Aging actress Veronica Ghent travels with her nurse Desi to a remote wellness retreat in the Scottish Highlands to recover from a double mastectomy. The retreat stands upon the ground where thousands of women were persecuted as witches. As Veronica reflects upon her life – as a child star she was groomed and abused by a famous film director – she becomes aware of and begins to commune with powerful forces within the earth which enable her to exact revenge...
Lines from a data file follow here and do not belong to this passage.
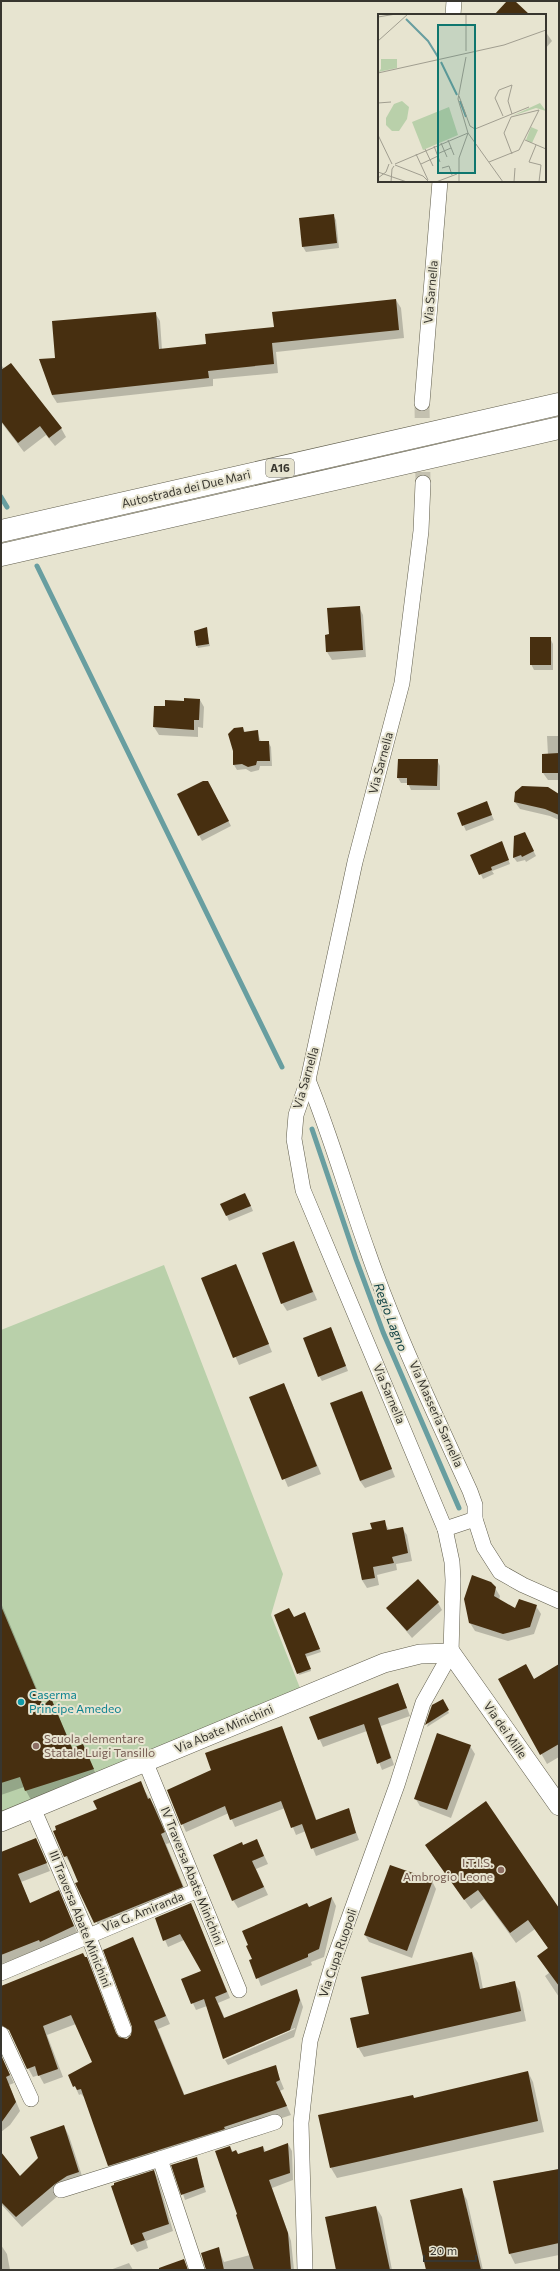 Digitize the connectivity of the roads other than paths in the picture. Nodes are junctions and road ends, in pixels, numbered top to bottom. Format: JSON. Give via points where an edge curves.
{"nodes":[{"id":1,"x":454,"y":1,"type":"edge"},
{"id":2,"x":453,"y":14,"type":"edge"},
{"id":3,"x":440,"y":182,"type":"edge"},
{"id":4,"x":422,"y":403,"type":"tunnel mouth"},
{"id":5,"x":559,"y":404,"type":"edge"},
{"id":6,"x":559,"y":428,"type":"edge"},
{"id":7,"x":423,"y":483,"type":"tunnel mouth"},
{"id":8,"x":1,"y":531,"type":"edge"},
{"id":9,"x":1,"y":555,"type":"edge"},
{"id":10,"x":308,"y":1080,"type":"junction"},
{"id":11,"x":475,"y":1519,"type":"junction"},
{"id":12,"x":445,"y":1529,"type":"junction"},
{"id":13,"x":559,"y":1601,"type":"edge"},
{"id":14,"x":451,"y":1653,"type":"junction"},
{"id":15,"x":145,"y":1761,"type":"junction"},
{"id":16,"x":559,"y":1806,"type":"edge"},
{"id":17,"x":33,"y":1808,"type":"junction"},
{"id":18,"x":1,"y":1822,"type":"edge"},
{"id":19,"x":198,"y":1890,"type":"junction"},
{"id":20,"x":88,"y":1935,"type":"junction"},
{"id":21,"x":1,"y":1973,"type":"edge"},
{"id":22,"x":239,"y":1990,"type":"dead end"},
{"id":23,"x":124,"y":2030,"type":"dead end"},
{"id":24,"x":1,"y":2034,"type":"edge"},
{"id":25,"x":31,"y":2099,"type":"dead end"},
{"id":26,"x":275,"y":2122,"type":"dead end"},
{"id":27,"x":160,"y":2159,"type":"junction"},
{"id":28,"x":61,"y":2190,"type":"dead end"},
{"id":29,"x":197,"y":2270,"type":"edge"},
{"id":30,"x":305,"y":2270,"type":"edge"}],
"edges":[{"from":1,"to":2,"type":"street"},
{"from":3,"to":4,"type":"street","name":"Via Sarnella"},
{"from":5,"to":8,"type":"highway","name":"Autostrada dei Due Mari","number":"A16"},
{"from":6,"to":9,"type":"highway","name":"Autostrada dei Due Mari","number":"A16"},
{"from":7,"to":10,"type":"street","name":"Via Sarnella","via":[[421,531],[402,682],[355,862]]},
{"from":10,"to":11,"type":"street","name":"Via Masseria Sarnella","via":[[368,1252],[400,1334],[470,1491],[475,1505]]},
{"from":10,"to":12,"type":"street","name":"Via Sarnella","via":[[296,1115],[294,1139],[303,1190]]},
{"from":11,"to":12,"type":"street"},
{"from":11,"to":13,"type":"street","name":"Via Masseria Sarnella","via":[[484,1547],[500,1572]]},
{"from":12,"to":14,"type":"street","name":"Via Sarnella","via":[[453,1574]]},
{"from":14,"to":15,"type":"street","name":"Via Abate Minichini","via":[[420,1654],[384,1663]]},
{"from":14,"to":16,"type":"street","name":"Via dei Mille"},
{"from":14,"to":30,"type":"street","name":"Via Cupa Ruopoli","via":[[423,1703],[397,1785],[333,1962],[310,2041],[301,2124]]},
{"from":15,"to":17,"type":"street","name":"Via Abate Minichini"},
{"from":15,"to":19,"type":"street","name":"IV Traversa Abate Minichini"},
{"from":17,"to":18,"type":"street","name":"Via Abate Minichini"},
{"from":17,"to":20,"type":"street","name":"III Traversa Abate Minichini"},
{"from":19,"to":20,"type":"street","name":"Via G. Amiranda"},
{"from":19,"to":22,"type":"street","name":"IV Traversa Abate Minichini"},
{"from":20,"to":21,"type":"street","name":"Via G. Amiranda"},
{"from":20,"to":23,"type":"street","name":"III Traversa Abate Minichini"},
{"from":24,"to":25,"type":"street"},
{"from":26,"to":27,"type":"street"},
{"from":27,"to":28,"type":"street"},
{"from":27,"to":29,"type":"street"}]} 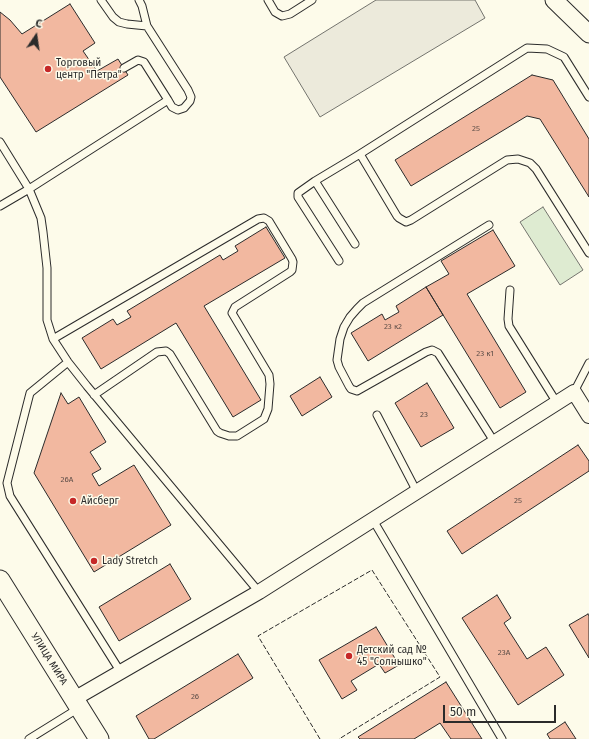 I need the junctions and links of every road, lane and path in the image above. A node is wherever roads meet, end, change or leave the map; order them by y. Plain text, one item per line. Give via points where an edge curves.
1 (101, 0) edge
2 (139, 0) edge
3 (268, 0) edge
4 (312, 0) edge
5 (554, 0) edge
6 (147, 26) junction
7 (589, 34) edge
8 (124, 68) dead end
9 (589, 97) edge
10 (168, 100) junction
11 (0, 142) edge
12 (360, 154) junction
13 (315, 181) junction
14 (29, 189) junction
15 (0, 206) edge
16 (489, 225) dead end
17 (356, 244) dead end
18 (589, 253) edge
19 (339, 261) dead end
20 (510, 290) dead end
21 (53, 339) junction
22 (68, 362) junction
23 (589, 363) edge
24 (574, 392) junction
25 (94, 395) junction
26 (557, 403) junction
27 (377, 414) dead end
28 (589, 416) edge
29 (495, 443) junction
30 (417, 492) junction
31 (373, 520) junction
32 (0, 580) edge
33 (259, 592) junction
34 (120, 671) junction
35 (76, 703) junction
36 (29, 739) edge
37 (98, 739) edge
38 (502, 739) edge

1 - 6 lane via 119,22
2 - 6 lane
3 - 4 lane via 275,12 282,16
5 - 7 street
6 - 10 lane via 190,93 188,105 181,110 172,107
8 - 10 lane via 138,60 144,62
9 - 12 lane via 564,58 547,49 527,48
10 - 14 lane
11 - 14 lane
12 - 13 lane
12 - 18 lane via 397,216 406,222 507,160 518,159 530,163
13 - 17 lane
13 - 19 lane via 298,192 298,195
14 - 15 lane
14 - 21 lane via 38,210 43,232 48,290 47,320
16 - 29 lane via 357,308 344,327 338,360 349,386 357,391 426,352 438,352
20 - 26 lane via 509,326
21 - 22 lane
21 - 25 lane via 258,219 264,218 269,221 292,259 292,270 235,307 232,314 269,375 268,409 264,419 237,436 217,431 166,351 157,352
22 - 25 lane
22 - 34 lane via 30,393 7,483 10,496
23 - 24 lane
24 - 26 street
24 - 28 street
25 - 33 lane
26 - 29 street
27 - 30 lane
29 - 30 street
30 - 31 street
31 - 33 street
31 - 38 lane
32 - 35 main road, УЛИЦА МИРА
33 - 34 street
34 - 35 street
35 - 36 lane
35 - 37 main road, УЛИЦА МИРА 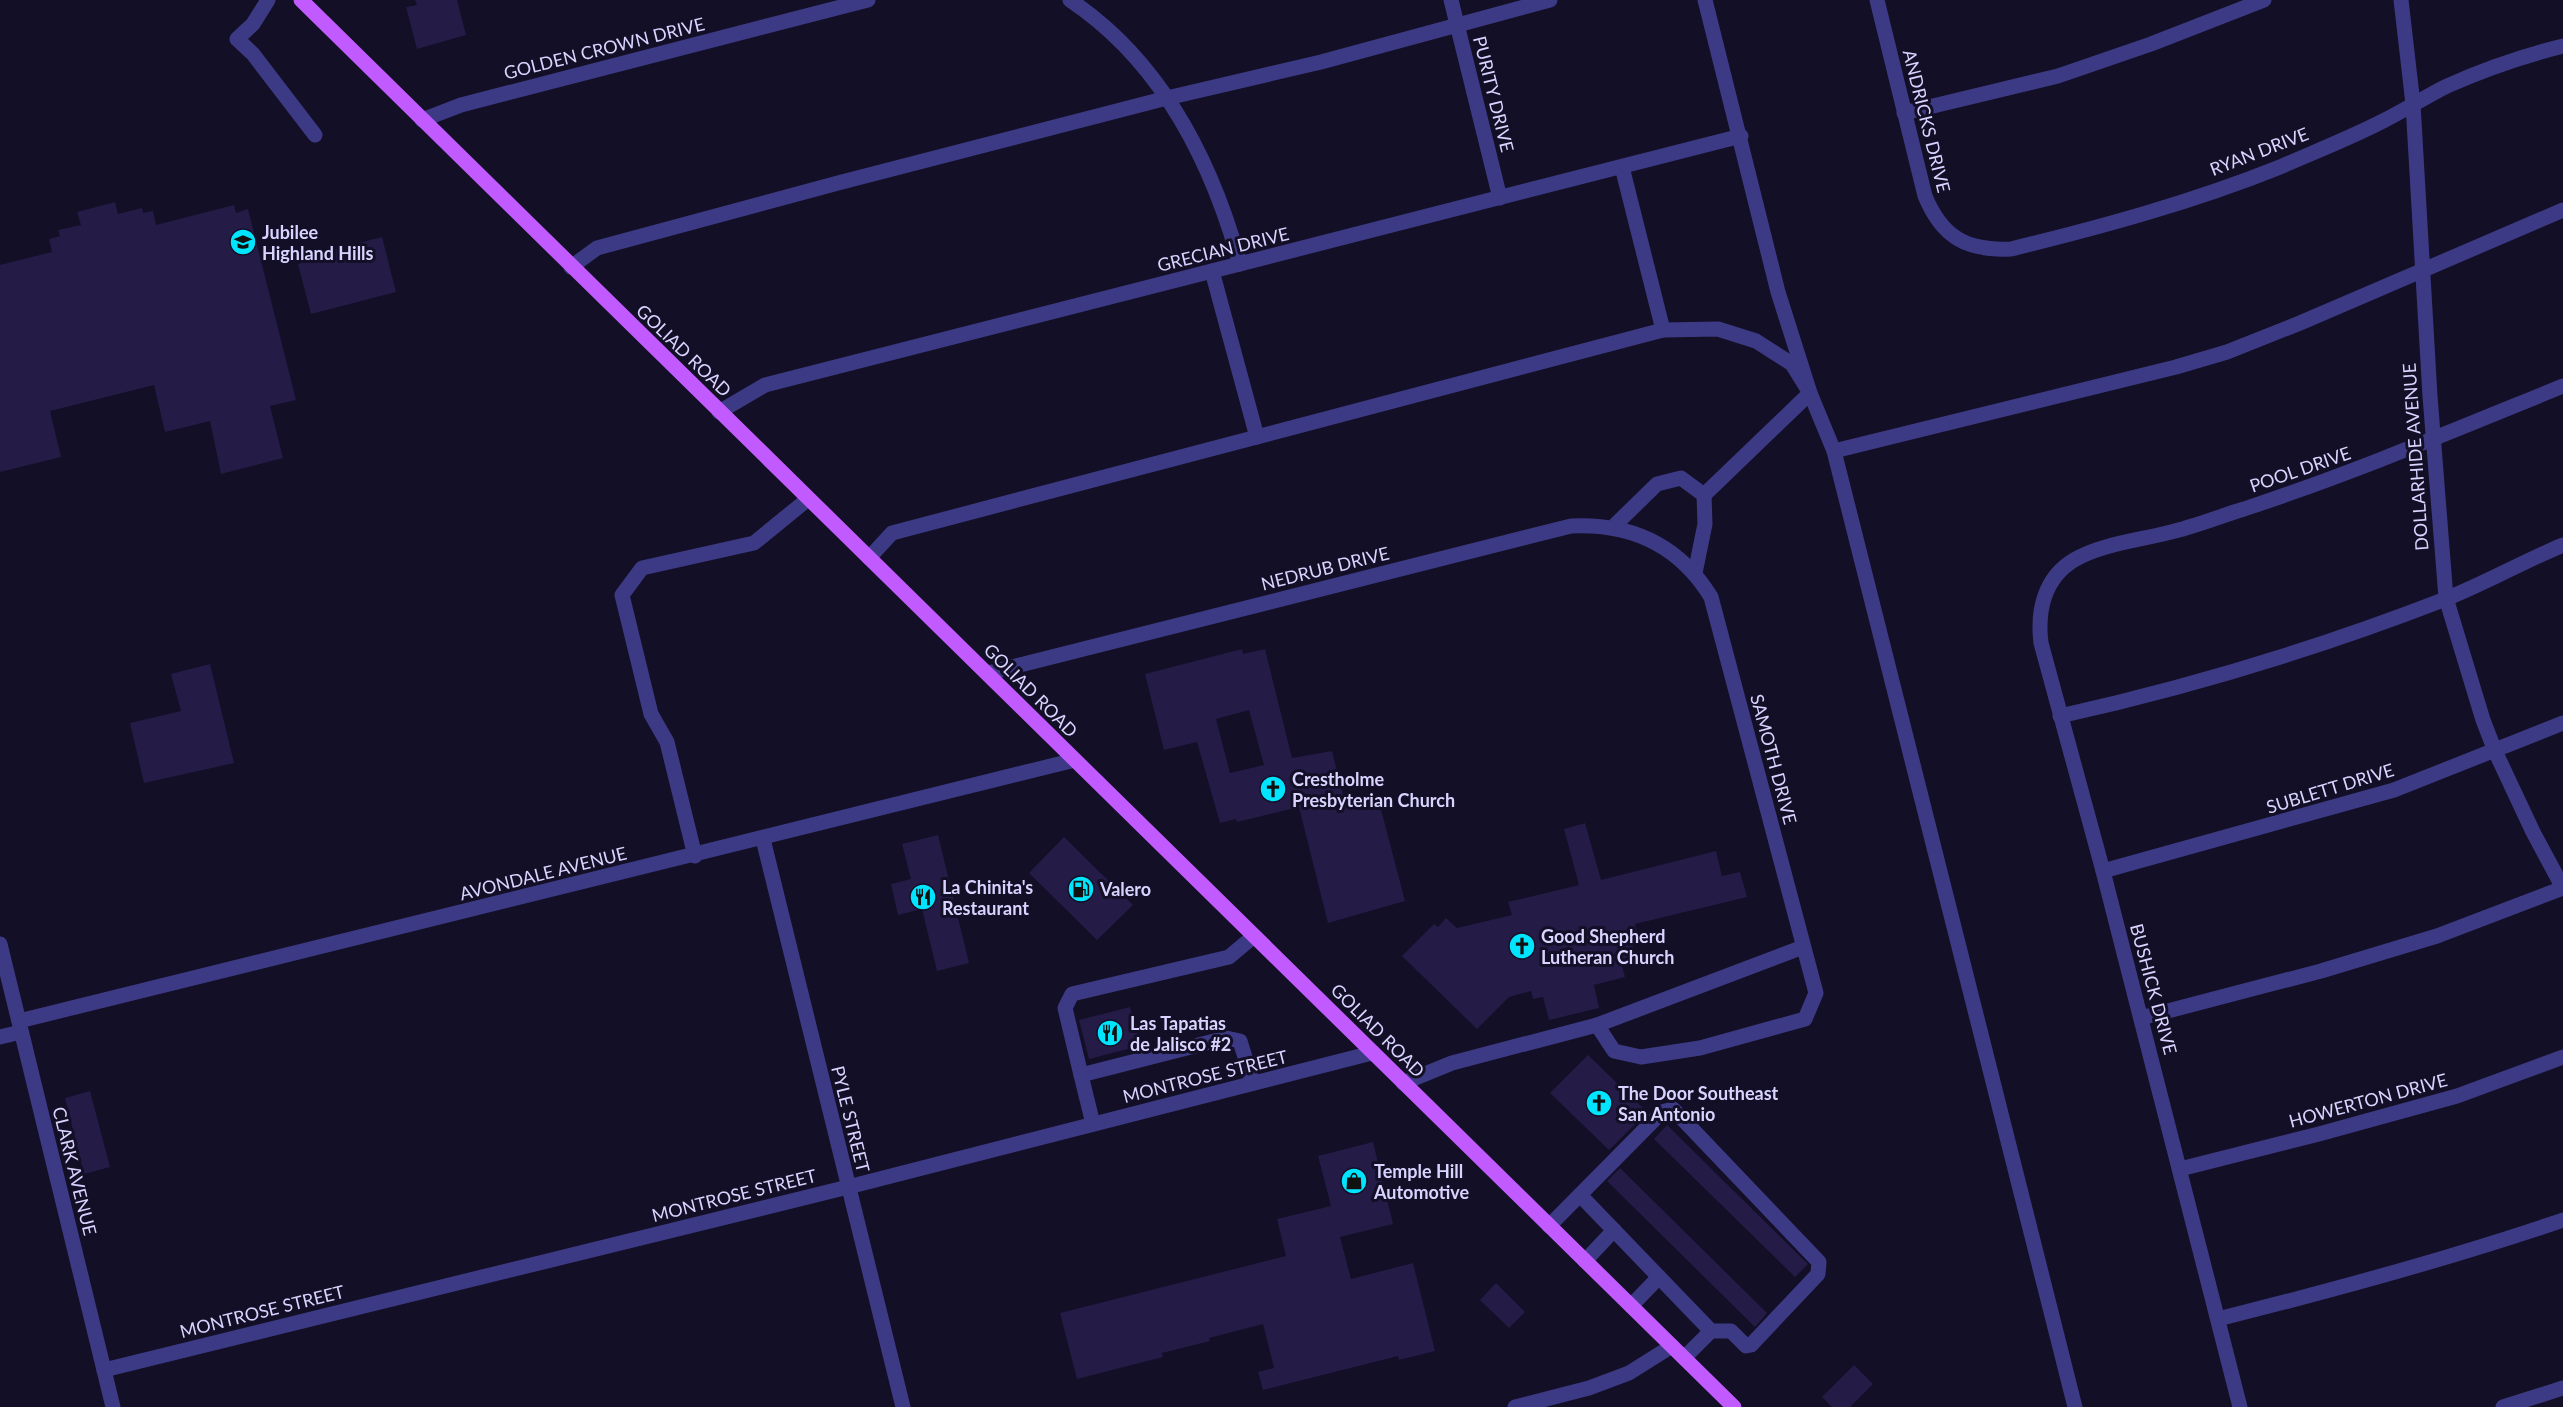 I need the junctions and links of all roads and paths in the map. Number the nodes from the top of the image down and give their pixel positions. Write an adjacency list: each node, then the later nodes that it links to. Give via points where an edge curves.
1 (268, 0): 17 (street, via 253,24 237,39)
2 (301, 0): 16 (main road, GOLIAD ROAD)
3 (868, 0): 16 (street, GOLDEN CROWN DRIVE, via 461,105)
4 (1070, 0): 13 (street, via 1114,36)
5 (1450, 0): 11 (street, PURITY DRIVE)
6 (1550, 0): 11 (street)
7 (1705, 0): 18 (street)
8 (1877, 0): 15 (street, ANDRICKS DRIVE)
9 (2264, 0): 15 (street, via 2058,76)
10 (2401, 0): 14 (street, DOLLARHIDE AVENUE)
11 (1457, 26): 13 (street); 20 (street, PURITY DRIVE)
12 (2563, 46): 14 (street, RYAN DRIVE, via 2488,69)
13 (1167, 98): 23 (street, via 1193,139); 24 (street, via 597,248)
14 (2413, 104): 22 (street, RYAN DRIVE, via 2279,167 2104,226 2011,249 1987,249); 26 (street, DOLLARHIDE AVENUE)
15 (1904, 113): 22 (street, ANDRICKS DRIVE, via 1933,215)
16 (422, 120): 24 (main road, GOLIAD ROAD)
17 (315, 135)
18 (1741, 136): 19 (street, GRECIAN DRIVE); 29 (street, via 1778,292)
19 (1622, 167): 20 (street, GRECIAN DRIVE); 27 (street)
20 (1500, 198): 23 (street, GRECIAN DRIVE)
21 (2563, 210): 26 (street)
22 (1959, 240)
23 (1240, 264): 25 (street, GRECIAN DRIVE)
24 (571, 267): 30 (main road, GOLIAD ROAD)
25 (1212, 271): 30 (street, GRECIAN DRIVE, via 765,385); 31 (street)
26 (2422, 272): 32 (street, DOLLARHIDE AVENUE); 33 (street, via 2227,352)
27 (1663, 330): 29 (street, via 1718,329 1756,340 1792,364); 31 (street)
28 (2563, 386): 32 (street, POOL DRIVE)
29 (1810, 393): 33 (street); 34 (street)
30 (719, 412): 35 (main road, GOLIAD ROAD)
31 (1257, 437): 39 (street, via 892,533)
32 (2433, 439): 41 (street, POOL DRIVE, via 2316,485 2176,531 2097,551 2074,560); 42 (street, DOLLARHIDE AVENUE)
33 (1834, 451): 84 (street)
34 (1704, 495): 36 (street, via 1681,478 1657,484); 40 (street, via 1705,524)
35 (808, 499): 39 (main road, GOLIAD ROAD); 49 (street, via 754,543 642,568 621,595 651,714 667,742)
36 (1613, 527): 38 (street, NEDRUB DRIVE, via 1637,533); 43 (street, NEDRUB DRIVE, via 1572,526)
37 (2563, 545): 42 (street)
38 (1669, 551): 40 (street, SAMOTH DRIVE)
39 (869, 558): 43 (main road, GOLIAD ROAD)
40 (1695, 573): 54 (street, SAMOTH DRIVE, via 1712,597)
41 (2051, 582): 44 (street, BUSHICK DRIVE, via 2038,619 2040,643)
42 (2446, 598): 44 (street, via 2272,659); 46 (street, DOLLARHIDE AVENUE)
43 (988, 674): 47 (main road, GOLIAD ROAD)
44 (2060, 716): 50 (street, BUSHICK DRIVE)
45 (2563, 723): 46 (street, SUBLETT DRIVE)
46 (2495, 751): 50 (street, SUBLETT DRIVE, via 2394,790); 51 (street, DOLLARHIDE AVENUE)
47 (1075, 760): 48 (street, AVONDALE AVENUE); 52 (main road, GOLIAD ROAD)
48 (763, 839): 49 (street, AVONDALE AVENUE); 66 (street, PYLE STREET)
49 (695, 856): 57 (street, AVONDALE AVENUE)
50 (2103, 871): 55 (street, BUSHICK DRIVE)
51 (2563, 888): 55 (street, via 2437,936)
52 (1254, 936): 59 (main road, GOLIAD ROAD); 61 (street, via 1229,957 1072,994 1065,1008)
53 (0, 944): 57 (street, CLARK AVENUE)
54 (1803, 947): 56 (street); 56 (street, SAMOTH DRIVE, via 1815,993 1805,1019 1700,1048 1641,1058 1614,1052)
55 (2141, 1018): 65 (street, BUSHICK DRIVE)
56 (1597, 1025): 63 (street, via 1452,1063)
57 (20, 1027): 58 (street, AVONDALE AVENUE); 78 (street, CLARK AVENUE)
58 (0, 1037)
59 (1372, 1053): 62 (street, MONTROSE STREET); 63 (main road, GOLIAD ROAD)
60 (2563, 1057): 65 (street, HOWERTON DRIVE, via 2457,1096)
61 (1081, 1075): 62 (street, via 1226,1038 1240,1041); 64 (street)
62 (1253, 1083): 64 (street, MONTROSE STREET)
63 (1403, 1083): 69 (main road, GOLIAD ROAD)
64 (1093, 1124): 66 (street, MONTROSE STREET)
65 (2180, 1168): 74 (street, BUSHICK DRIVE)
66 (848, 1187): 78 (street, MONTROSE STREET); 81 (street, PYLE STREET)
67 (1580, 1195): 69 (street); 70 (street); 75 (street, via 1662,1112 1673,1109 1820,1262 1818,1274 1751,1345 1746,1346 1731,1331)
68 (2563, 1220): 74 (street, via 2420,1266)
69 (1549, 1226): 71 (main road, GOLIAD ROAD)
70 (1614, 1230): 71 (street); 72 (street)
71 (1585, 1261): 73 (main road, GOLIAD ROAD)
72 (1659, 1277): 73 (street); 75 (street)
73 (1631, 1306): 76 (main road, GOLIAD ROAD)
74 (2218, 1318): 85 (street, BUSHICK DRIVE)
75 (1711, 1331): 77 (street)
76 (1672, 1346): 77 (main road, GOLIAD ROAD); 82 (street, via 1629,1373)
77 (1684, 1358): 83 (main road, GOLIAD ROAD)
78 (104, 1370): 80 (street, CLARK AVENUE)
79 (2563, 1388): 86 (street)
80 (113, 1407)
81 (903, 1407)
82 (1515, 1407)
83 (1734, 1407)
84 (2075, 1407)
85 (2240, 1407)
86 (2503, 1407)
She Will is the striking feature debut from artist and filmmaker Charlotte Colbert, who co-wrote the screenplay with Kitty Percy, and it unfurls as a bewitching amalgamation of atmospheric folk horror and MeToo-era feminist revenge fantasy. With her roots in the visual arts, Colbert effortlessly conjures an eerie atmosphere enhanced by a rich, stylised aesthetic and piercing imagery, backed by a pulsing Clint Mansell score. The film evokes an unnerving timeline of societal misogyny, paralleling past and present, from the emerging scandals of the Hollywood film industry, to the Sixteenth and Seventeenth century witch trials which claimed the lives of countless women. From the moment they arrive at the retreat, Veronica, Desi and the other guests are informed the land beneath their feet is suffused with the ashes of thousands of women burned as witches. Indeed, the strange healing properties the retreat offers are due to the high volume of human ashes within the earth it stands upon. ‘Witch feathers’, soot from the charcoal, drift through the night air. The drinking water brims with ‘witch ashes’ from the sodden peatlands where it springs from. The earth holds the essence of these women, their very rage, sorrow and power is contained within it, and breathes out of it during the night, as they are drawn to Veronica’s pain. Silently and empathically, she communes with them in her dreams and through astral projection, as she walks in her sleep through the dark woods surrounding her cabin. When Desi exclaims how creepy the history of the place is, Veronica responds: ‘It’s not creepy, it’s tragic.’ 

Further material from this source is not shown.